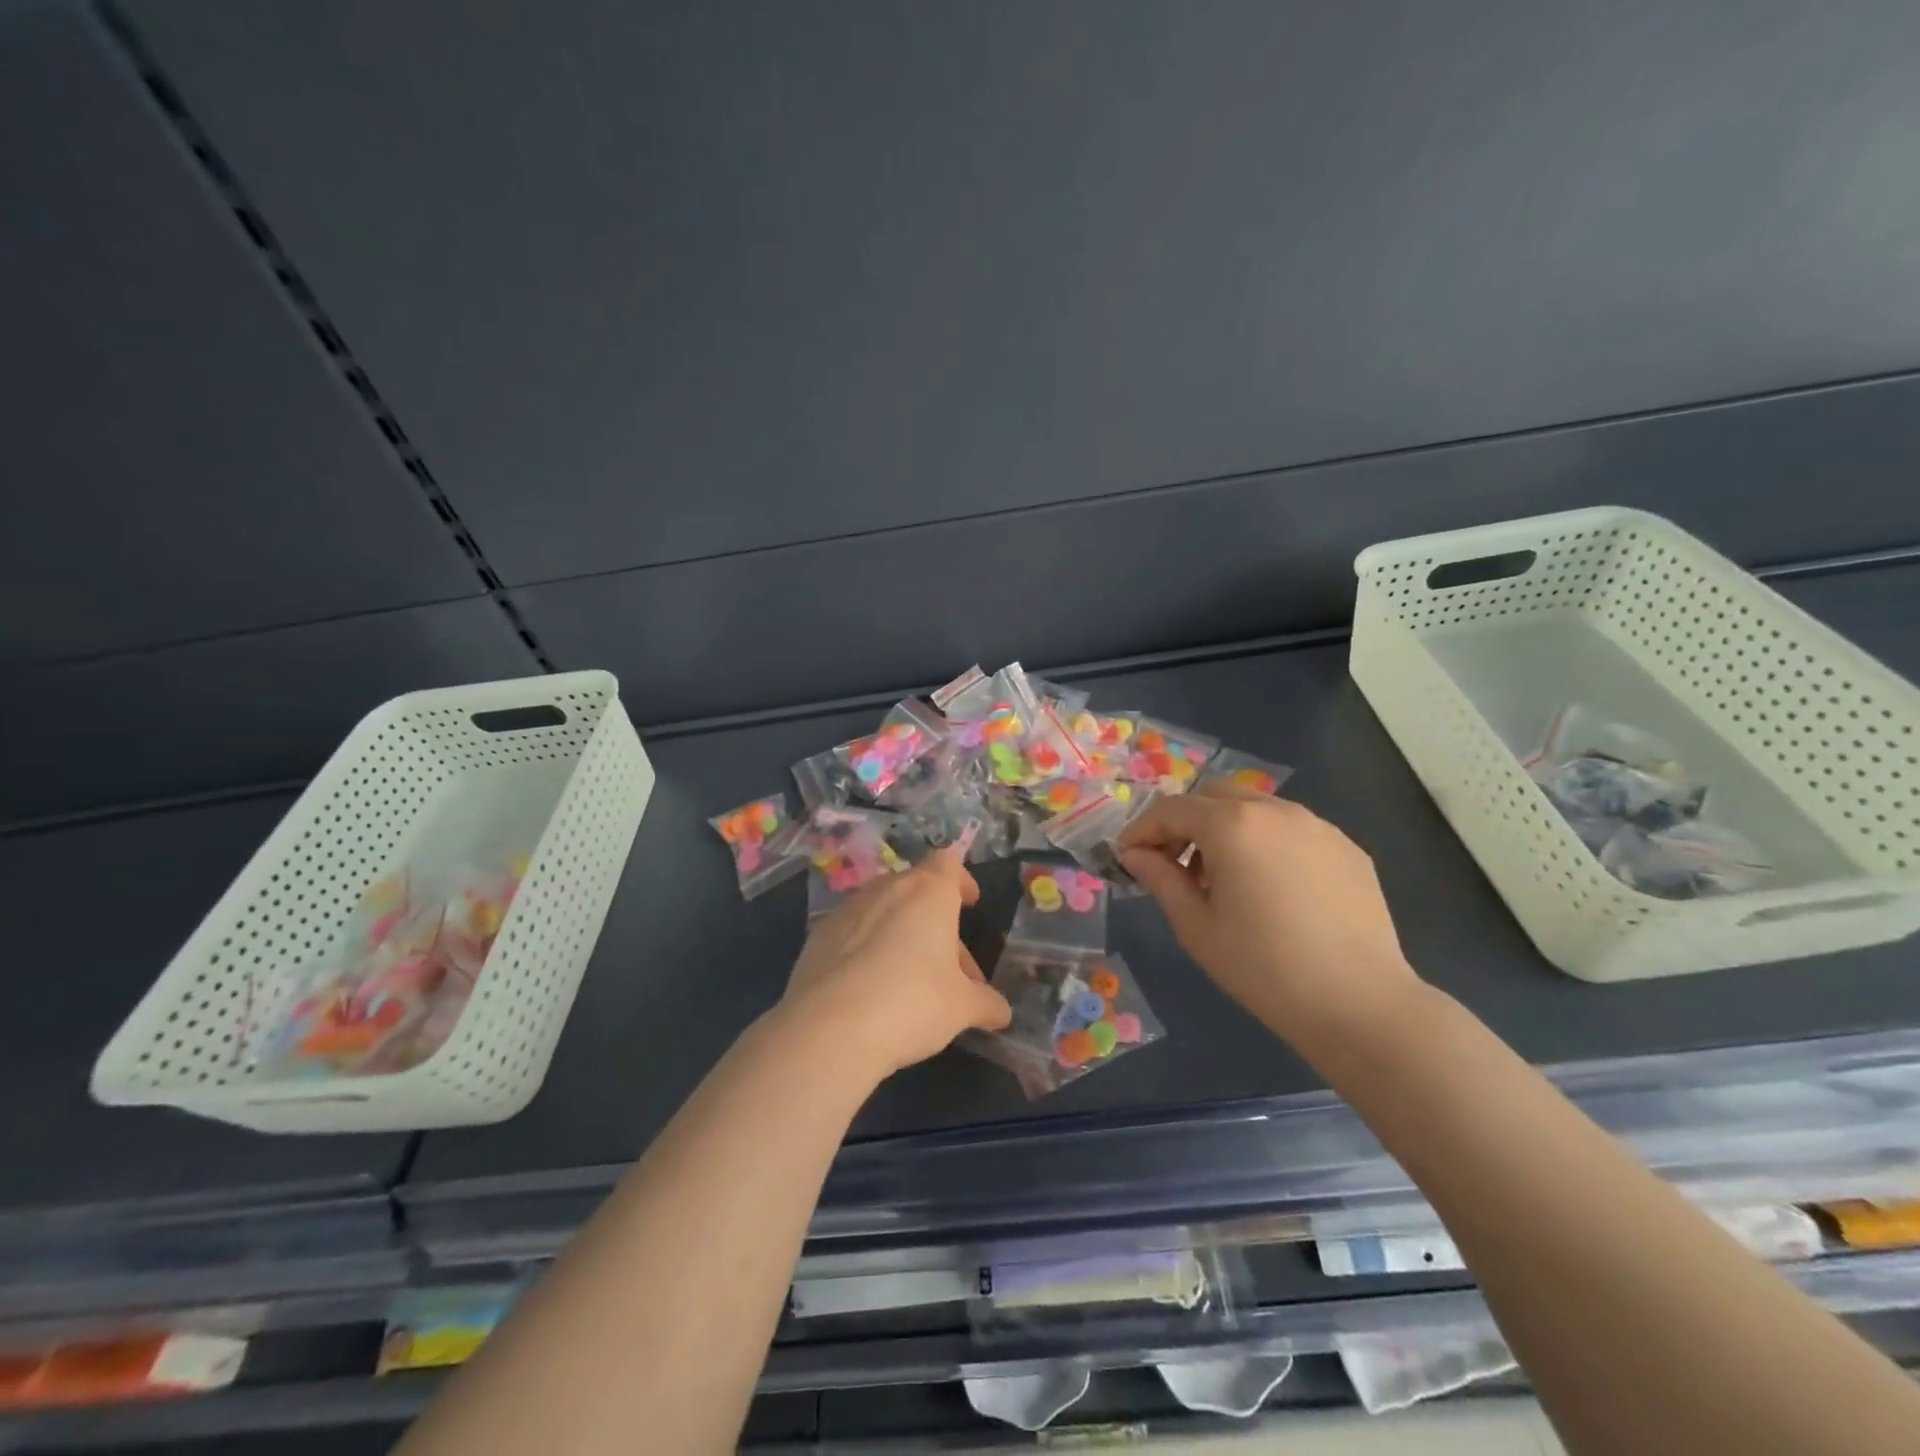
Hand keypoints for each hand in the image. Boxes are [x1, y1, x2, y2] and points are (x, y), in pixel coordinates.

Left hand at [778, 850, 1011, 1081]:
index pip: (948, 863)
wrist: (830, 1028)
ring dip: (901, 934)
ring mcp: (848, 909)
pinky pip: (853, 932)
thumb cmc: (913, 1003)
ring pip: (884, 910)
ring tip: (911, 979)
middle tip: (950, 965)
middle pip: (917, 890)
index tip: (970, 903)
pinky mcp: (818, 935)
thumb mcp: (962, 1008)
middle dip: (935, 921)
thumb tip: (1001, 1012)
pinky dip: (867, 948)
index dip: (961, 880)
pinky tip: (871, 987)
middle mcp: (887, 889)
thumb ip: (985, 1004)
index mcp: (929, 893)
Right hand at [1118, 786, 1418, 1045]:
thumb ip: (1160, 879)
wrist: (1360, 1004)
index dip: (1142, 829)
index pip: (1171, 809)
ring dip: (1225, 829)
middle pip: (1213, 797)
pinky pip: (1292, 830)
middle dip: (1184, 822)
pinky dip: (1265, 842)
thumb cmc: (1263, 968)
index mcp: (1232, 826)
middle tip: (1172, 863)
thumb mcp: (1196, 927)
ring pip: (1255, 808)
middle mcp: (1275, 810)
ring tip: (1222, 877)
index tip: (1127, 857)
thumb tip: (1135, 854)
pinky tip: (1269, 887)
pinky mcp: (1347, 847)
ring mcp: (1317, 825)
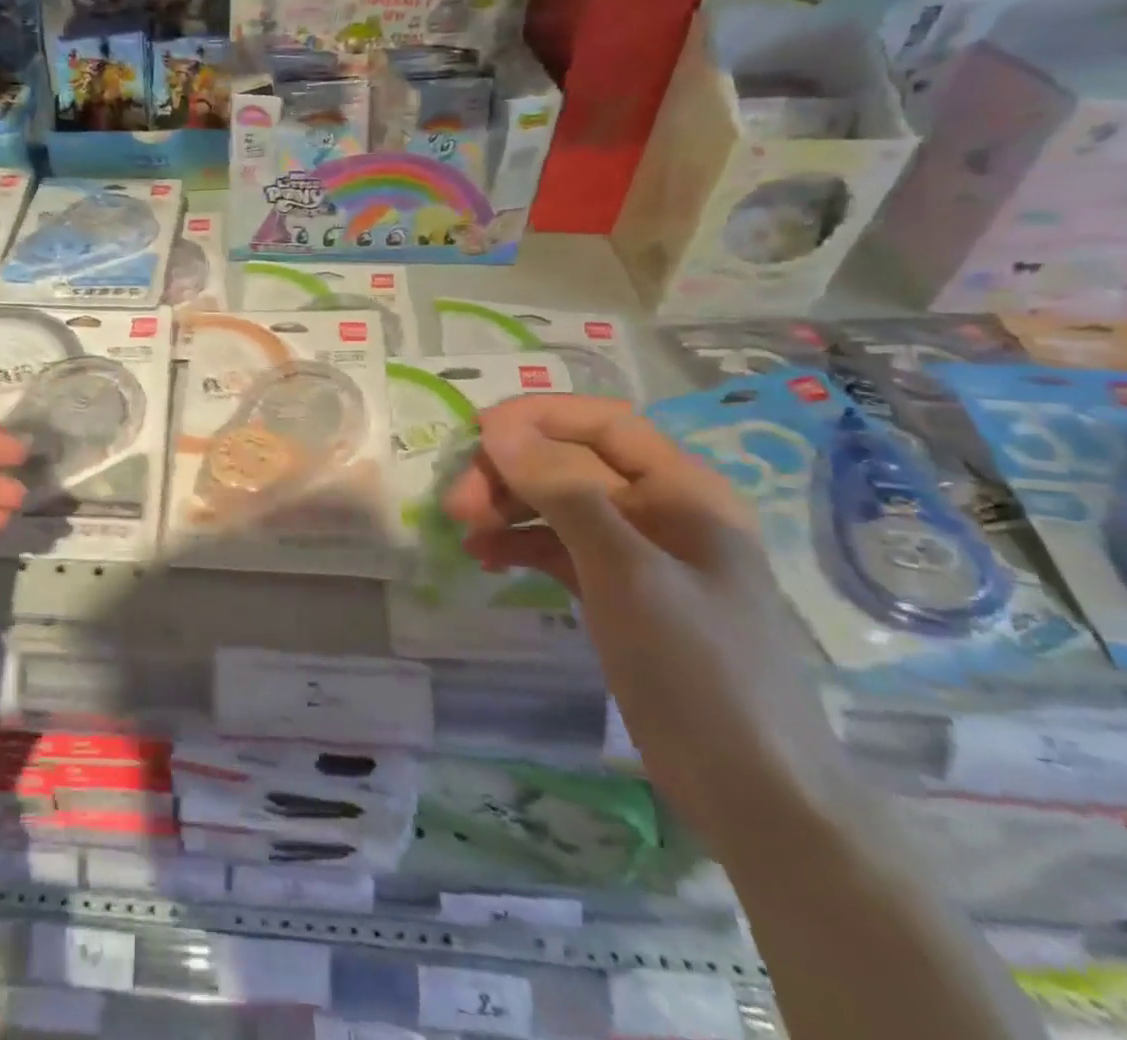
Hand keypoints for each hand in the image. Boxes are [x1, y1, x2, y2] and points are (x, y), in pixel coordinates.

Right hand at [442, 394, 862, 861]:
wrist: (754, 793)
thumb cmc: (700, 669)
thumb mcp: (628, 572)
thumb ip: (564, 493)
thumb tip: (499, 430)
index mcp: (684, 489)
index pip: (603, 422)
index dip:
☆ ☆ ☆
Line by line, write out the material above exactly, with no images.

Hand keypoints for each hand in the image. Boxes are [x1, y1, x2, y2] and points are (x, y), in pixel coordinates.

Left hand at [778, 850, 1011, 1081]:
index pip: (948, 863)
wrist: (830, 1028)
ring dip: (901, 934)
ring mcp: (848, 909)
pinky pip: (853, 932)
thumb cmc: (913, 1003)
ring pip: (884, 910)
ring tip: (911, 979)
middle tip: (950, 965)
middle pip: (917, 890)
index tip: (970, 903)
pinky mcp: (818, 935)
thumb mcp: (962, 1008)
middle dip: (935, 921)
thumb tip: (1001, 1012)
pinky dip: (867, 948)
index dip: (961, 880)
pinky tip: (871, 987)
middle mcp: (887, 889)
thumb ip: (985, 1004)
index mcp: (929, 893)
Right hand at [1118, 786, 1418, 1045]:
thumb ip: (1160, 879)
wrist: (1360, 1004)
index dip: (1142, 829)
index pip: (1171, 809)
ring dip: (1225, 829)
middle pip: (1213, 797)
pinky pip: (1292, 830)
middle dip: (1184, 822)
pinky dip: (1265, 842)
thumb cmc: (1263, 968)
index mcp: (1232, 826)
middle tip: (1172, 863)
thumb mcp: (1196, 927)
ring pip: (1255, 808)
middle mcp: (1275, 810)
ring tip: (1222, 877)
index tip: (1127, 857)
thumb tip: (1135, 854)
pinky tip: (1269, 887)
pinky mcp: (1347, 847)
ring mcp: (1317, 825)
Hand keypoints for each hand in the image. Boxes are [x1, y1, x2, y2] and points are (x, y), in pixel coordinates.

Right hand at [442, 394, 862, 861]:
wrist: (754, 793)
thumb cmc: (700, 669)
thumb mcp: (628, 572)
thumb ip: (564, 493)
thumb tip: (499, 430)
index mcp: (684, 489)
index pip: (603, 422)
index dip:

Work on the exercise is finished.